Now we can square both sides of the equation:

cos^2 A = (2 - √3)^2 sin^2 A

We know that cos^2 A + sin^2 A = 1, so we can substitute in for sin^2 A:

1 - sin^2 A = (2 - √3)^2 sin^2 A

Expanding the right side and simplifying, we get:

sin^2 A (4 - 4√3 + 3) = 1

sin^2 A = 1 / (7 - 4√3)

Now we can use this value of sin^2 A to find sin A and cos A:

sin A = ±√(1 / (7 - 4√3))

cos A = (2 - √3) sin A

We can choose the positive value for sin A since both sin A and cos A are positive in the first quadrant.
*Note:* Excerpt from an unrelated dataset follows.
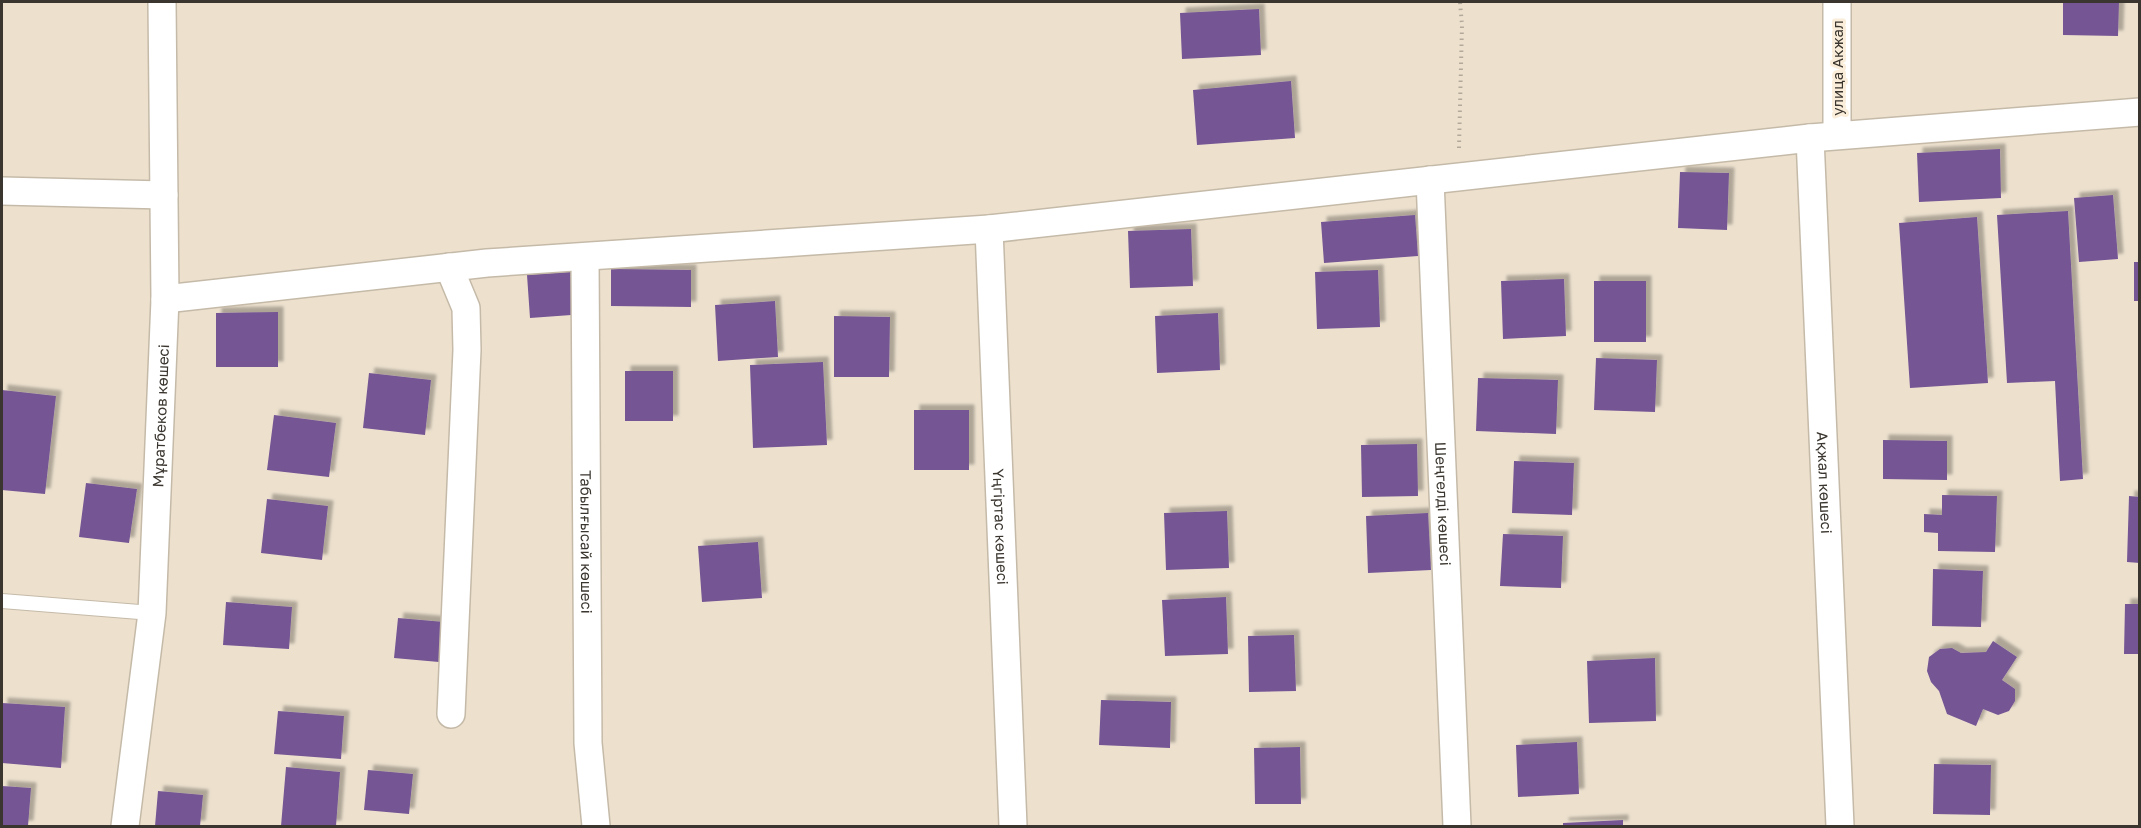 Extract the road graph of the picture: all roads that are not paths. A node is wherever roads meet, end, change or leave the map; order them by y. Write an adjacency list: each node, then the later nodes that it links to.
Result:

Now we can use the values of sin A and cos A to prove the given equation:

sin A - √3 cos A = 2 cos A

sin A = 2 cos A + √3 cos A

Dividing both sides by cos A (which we know is nonzero), we get:

tan A = 2 + √3

We can take the arctangent of both sides to find A:

A = arctan(2 + √3)

This angle is in the first quadrant, so both sin A and cos A are positive. We can check that the values of sin A and cos A we calculated earlier satisfy the original equation, so we have proven that sin A - √3 cos A = 2 cos A when cos A + √3 sin A = 2 sin A.

Explanation:

Answer 2

Explanation:

Starting with the equation:

cosA + √3 sin A = 2sinA

We can rearrange it to isolate the cosine term on one side of the equation and the sine term on the other side:

cosA = 2sinA - √3 sin A

cosA = sinA (2 - √3)

Next, we can use the Pythagorean identity to express sinA in terms of cosA:

sinA = √(1 - cos^2 A)

Substituting this into the previous equation, we get:

√(1 - cos^2 A) = cosA (2 - √3)

Squaring both sides of the equation, we get:

1 - cos^2 A = cos^2 A (2 - √3)^2

Expanding the right-hand side of the equation, we get:

1 - cos^2 A = cos^2 A (7 - 4√3)

Adding cos^2 A to both sides of the equation, we get:

1 = cos^2 A (7 - 3√3)

Dividing both sides of the equation by 7 - 3√3, we get:

cos^2 A = 1 / (7 - 3√3)

Taking the square root of both sides of the equation, we get:

cos A = ±√(1 / (7 - 3√3))

Since cos A is positive in the given equation (because cos A appears with a positive coefficient), we take the positive square root:

cos A = √(1 / (7 - 3√3))

Now we can use the identity sinA = √(1 - cos^2 A) to find sin A:

sin A = √(1 - cos^2 A)

sin A = √(1 - 1 / (7 - 3√3))

sin A = √((7 - 3√3 - 1) / (7 - 3√3))

sin A = √((6 - 3√3) / (7 - 3√3))

sin A = √3 / 2

Therefore, sinA - √3 cosA = 2 cosA becomes:

√3 / 2 - √3 cos A = 2 cos A

Subtracting √3 / 2 from both sides, we get:

-√3 cos A = 2 cos A - √3 / 2

Adding √3 cos A to both sides, we get:

0 = 2 cos A + √3 cos A - √3 / 2

Simplifying, we get:

0 = (2 + √3) cos A - √3 / 2

Dividing both sides by (2 + √3), we get:

cos A = -√3 / (4 + 2√3)

Now we can use sinA = √(1 - cos^2 A) to find sin A:

sin A = √(1 - cos^2 A)

sin A = √(1 - 3 / (4 + 2√3)^2)

sin A = √((16 + 8√3 - 3) / (16 + 8√3)^2)

sin A = √(13 - 8√3) / (16 + 8√3)

Therefore, sinA - √3 cosA = 2 cosA is proved to be true.